The imagery is particularly vivid – a particular skill of William Morrow’s, I think. It’s set in Germany in the early 19th Century and it reminds me of some Brother’s Grimm stories I read in a fairy tale course in college – I mean in tone, but they do make an appearance in the story. If you like German romanticism, you’ll probably like Hiddensee. If you don’t like German romanticism, it might be a little harder for you to appreciate it. The story can also run a little slow, so if you’re looking for a quick read to get you into the holiday spirit (sort of – German romanticism isn’t exactly…festive), then Hiddensee might not be for you.

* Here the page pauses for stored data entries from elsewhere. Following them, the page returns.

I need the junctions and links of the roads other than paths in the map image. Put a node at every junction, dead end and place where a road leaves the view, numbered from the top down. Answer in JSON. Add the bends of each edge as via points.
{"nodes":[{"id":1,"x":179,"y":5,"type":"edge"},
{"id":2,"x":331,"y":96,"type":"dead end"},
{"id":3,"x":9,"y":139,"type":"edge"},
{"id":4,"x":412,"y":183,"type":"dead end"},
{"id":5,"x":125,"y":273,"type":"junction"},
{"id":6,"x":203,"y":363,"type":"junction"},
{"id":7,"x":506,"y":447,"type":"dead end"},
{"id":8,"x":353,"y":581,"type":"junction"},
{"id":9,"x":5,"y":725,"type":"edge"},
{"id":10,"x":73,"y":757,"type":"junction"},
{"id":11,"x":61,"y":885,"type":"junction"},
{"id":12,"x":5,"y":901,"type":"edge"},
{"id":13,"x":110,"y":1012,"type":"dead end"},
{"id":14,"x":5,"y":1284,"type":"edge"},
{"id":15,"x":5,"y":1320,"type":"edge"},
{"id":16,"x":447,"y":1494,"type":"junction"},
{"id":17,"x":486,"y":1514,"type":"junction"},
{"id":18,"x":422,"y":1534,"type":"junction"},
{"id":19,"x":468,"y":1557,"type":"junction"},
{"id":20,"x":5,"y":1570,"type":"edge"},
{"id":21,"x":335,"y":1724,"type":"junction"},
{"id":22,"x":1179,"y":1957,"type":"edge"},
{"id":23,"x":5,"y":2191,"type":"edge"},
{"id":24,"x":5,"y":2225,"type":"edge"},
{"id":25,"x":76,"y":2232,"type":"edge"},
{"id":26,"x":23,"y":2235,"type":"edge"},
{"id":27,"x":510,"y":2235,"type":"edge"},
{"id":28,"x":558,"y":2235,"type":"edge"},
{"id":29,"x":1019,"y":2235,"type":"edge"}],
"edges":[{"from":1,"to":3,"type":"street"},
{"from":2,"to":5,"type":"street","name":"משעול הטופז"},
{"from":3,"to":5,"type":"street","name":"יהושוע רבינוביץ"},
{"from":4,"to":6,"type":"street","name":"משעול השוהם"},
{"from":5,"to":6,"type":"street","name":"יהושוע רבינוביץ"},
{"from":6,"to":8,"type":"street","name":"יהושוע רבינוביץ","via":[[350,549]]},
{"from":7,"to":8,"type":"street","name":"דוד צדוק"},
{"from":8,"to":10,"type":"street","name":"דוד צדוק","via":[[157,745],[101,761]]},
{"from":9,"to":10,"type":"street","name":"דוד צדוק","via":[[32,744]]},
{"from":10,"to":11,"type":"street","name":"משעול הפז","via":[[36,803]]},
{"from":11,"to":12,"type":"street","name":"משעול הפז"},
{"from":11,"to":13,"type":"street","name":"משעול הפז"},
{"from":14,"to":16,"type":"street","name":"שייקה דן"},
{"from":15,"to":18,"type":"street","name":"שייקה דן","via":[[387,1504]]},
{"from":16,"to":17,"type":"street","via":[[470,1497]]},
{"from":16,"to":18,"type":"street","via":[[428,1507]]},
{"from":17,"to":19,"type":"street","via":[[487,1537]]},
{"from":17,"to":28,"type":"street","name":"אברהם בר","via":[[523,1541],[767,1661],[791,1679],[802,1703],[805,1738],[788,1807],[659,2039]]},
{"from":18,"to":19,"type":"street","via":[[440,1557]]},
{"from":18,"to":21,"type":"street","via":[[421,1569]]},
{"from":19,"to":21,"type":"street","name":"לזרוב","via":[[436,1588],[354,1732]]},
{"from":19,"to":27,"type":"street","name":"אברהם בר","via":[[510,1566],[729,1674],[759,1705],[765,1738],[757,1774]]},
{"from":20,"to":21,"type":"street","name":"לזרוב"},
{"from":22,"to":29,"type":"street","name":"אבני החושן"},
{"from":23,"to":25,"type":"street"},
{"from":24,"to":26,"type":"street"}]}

But if you’re a person who loves fairy tales flipped on their head, you just might want to order a copy from HarperCollins.

About Hiddensee

• Hardcover: 304 pages
• Publisher: William Morrow (October 31, 2017)

From the author of the beloved #1 New York Times bestseller Wicked, the magical story of a toymaker, a nutcracker, and a legend remade . . .

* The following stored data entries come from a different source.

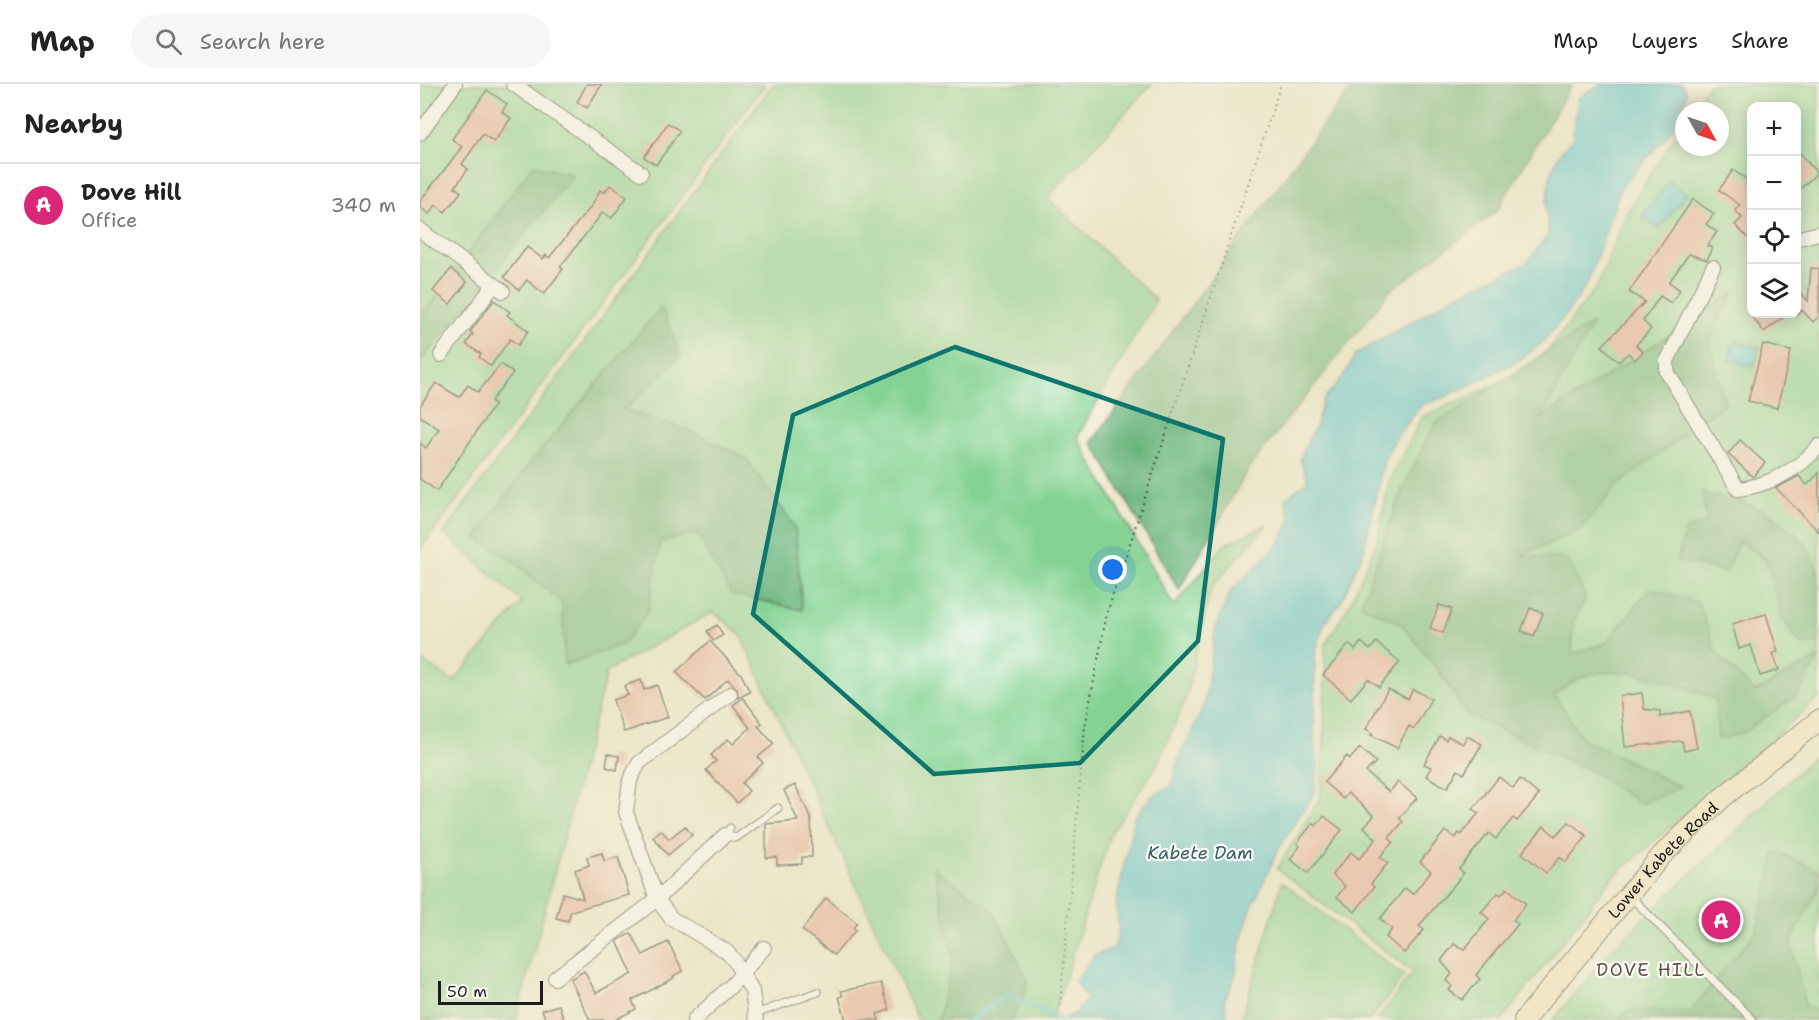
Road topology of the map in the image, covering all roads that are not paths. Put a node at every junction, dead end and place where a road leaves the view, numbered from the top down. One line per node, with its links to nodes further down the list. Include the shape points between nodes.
1 (455, 84): 3 (street)
2 (513, 84): 4 (street)
3 (420, 132)
4 (641, 173)
5 (420, 230): 9 (street, via 498,288)
6 (1819, 233): 7 (street)
7 (1801, 238)
8 (1713, 267): 10 (street, via 1667,361 1667,372 1737,489 1759,486)
9 (441, 355)
10 (1817, 454)
11 (730, 694): 16 (street, via 639,763 630,780 626,812)
12 (1819, 720): 15 (main road, Lower Kabete Road, via 1722,798)
13 (778, 808): 14 (lane, via 736,838)
14 (728, 832): 16 (street)
15 (1628, 893): 23 (main road, Lower Kabete Road); 24 (lane)
16 (657, 899): 18 (street, via 671,918 726,951); 19 (street)
17 (764, 948): 18 (street)
18 (741, 975): 21 (street, via 752,991); 22 (street)
19 (555, 978)
20 (818, 992): 21 (lane)
21 (756, 1017)
22 (694, 1020)
23 (1524, 1020)
24 (1753, 1020)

Gregory Maguire returns with an inventive novel inspired by a timeless holiday legend, intertwining the story of the famous Nutcracker with the life of the mysterious toy maker named Drosselmeier who carves him.

Hiddensee: An island of white sandy beaches, salt marshes, steep cliffs, and pine forests north of Berlin in the Baltic Sea, an island that is an enchanting bohemian retreat and home to a large artists’ colony– a wellspring of inspiration for the Romantic imagination . . .

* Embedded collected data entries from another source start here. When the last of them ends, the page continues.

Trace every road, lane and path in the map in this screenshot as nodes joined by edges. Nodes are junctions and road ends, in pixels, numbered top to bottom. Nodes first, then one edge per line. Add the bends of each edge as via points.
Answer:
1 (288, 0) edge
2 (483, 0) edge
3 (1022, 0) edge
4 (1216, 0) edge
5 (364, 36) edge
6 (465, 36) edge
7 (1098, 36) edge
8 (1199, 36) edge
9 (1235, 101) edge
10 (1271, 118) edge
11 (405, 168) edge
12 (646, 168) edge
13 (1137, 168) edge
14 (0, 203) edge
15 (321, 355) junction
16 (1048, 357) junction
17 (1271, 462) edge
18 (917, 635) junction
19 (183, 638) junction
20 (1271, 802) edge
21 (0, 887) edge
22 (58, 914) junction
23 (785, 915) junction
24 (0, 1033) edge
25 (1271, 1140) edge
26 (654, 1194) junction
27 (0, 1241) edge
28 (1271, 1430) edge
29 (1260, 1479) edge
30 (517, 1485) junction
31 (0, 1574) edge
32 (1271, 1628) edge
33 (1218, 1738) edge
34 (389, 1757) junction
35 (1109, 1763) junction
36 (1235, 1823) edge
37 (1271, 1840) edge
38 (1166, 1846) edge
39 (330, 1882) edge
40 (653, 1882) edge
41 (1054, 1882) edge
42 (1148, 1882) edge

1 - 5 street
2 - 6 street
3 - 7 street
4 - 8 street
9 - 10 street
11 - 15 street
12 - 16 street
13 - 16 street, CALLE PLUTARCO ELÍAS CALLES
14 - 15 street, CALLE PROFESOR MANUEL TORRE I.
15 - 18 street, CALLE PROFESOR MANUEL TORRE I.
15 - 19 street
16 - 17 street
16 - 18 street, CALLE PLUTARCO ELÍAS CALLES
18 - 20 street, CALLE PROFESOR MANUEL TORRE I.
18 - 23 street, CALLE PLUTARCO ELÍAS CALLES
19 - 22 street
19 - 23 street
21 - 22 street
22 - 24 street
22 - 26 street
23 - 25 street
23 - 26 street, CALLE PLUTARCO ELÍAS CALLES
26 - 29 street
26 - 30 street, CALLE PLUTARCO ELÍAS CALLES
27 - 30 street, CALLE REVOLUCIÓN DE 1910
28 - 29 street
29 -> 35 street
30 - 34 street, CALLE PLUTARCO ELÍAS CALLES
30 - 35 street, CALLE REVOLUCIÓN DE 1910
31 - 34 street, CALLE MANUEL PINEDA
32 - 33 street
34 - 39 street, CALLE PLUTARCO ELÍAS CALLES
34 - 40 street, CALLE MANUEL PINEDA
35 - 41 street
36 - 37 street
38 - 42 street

Having brought his legions of devoted readers to Oz in Wicked and to Wonderland in After Alice, Maguire now takes us to the realms of the Brothers Grimm and E. T. A. Hoffmann– the enchanted Black Forest of Bavaria and the salons of Munich. Hiddensee imagines the backstory of the Nutcracker, revealing how this entrancing creature came to be carved and how he guided an ailing girl named Klara through a dreamy paradise on a Christmas Eve. At the heart of Hoffmann’s mysterious tale hovers Godfather Drosselmeier– the ominous, canny, one-eyed toy maker made immortal by Petipa and Tchaikovsky’s fairy tale ballet– who presents the once and future Nutcracker to Klara, his goddaughter.

But Hiddensee is not just a retelling of a classic story. Maguire discovers in the flowering of German Romanticism ties to Hellenic mystery-cults– a fascination with death and the afterlife– and ponders a profound question: How can a person who is abused by life, shortchanged and challenged, nevertheless access secrets that benefit the disadvantaged and powerless? Ultimately, Hiddensee offers a message of hope. If the compromised Godfather Drosselmeier can bring an enchanted Nutcracker to a young girl in distress on a dark winter evening, perhaps everyone, however lonely or marginalized, has something precious to share.

Purchase Links

HarperCollins | Amazon | Barnes & Noble

About Gregory Maguire

Gregory Maguire is the New York Times bestselling author of Confessions of an Ugly Stepsister; Lost; Mirror Mirror; and the Wicked Years, a series that includes Wicked, Son of a Witch, A Lion Among Men, and Out of Oz. Now a beloved classic, Wicked is the basis for a blockbuster Tony Award–winning Broadway musical. Maguire has lectured on art, literature, and culture both at home and abroad. He lives with his family near Boston, Massachusetts.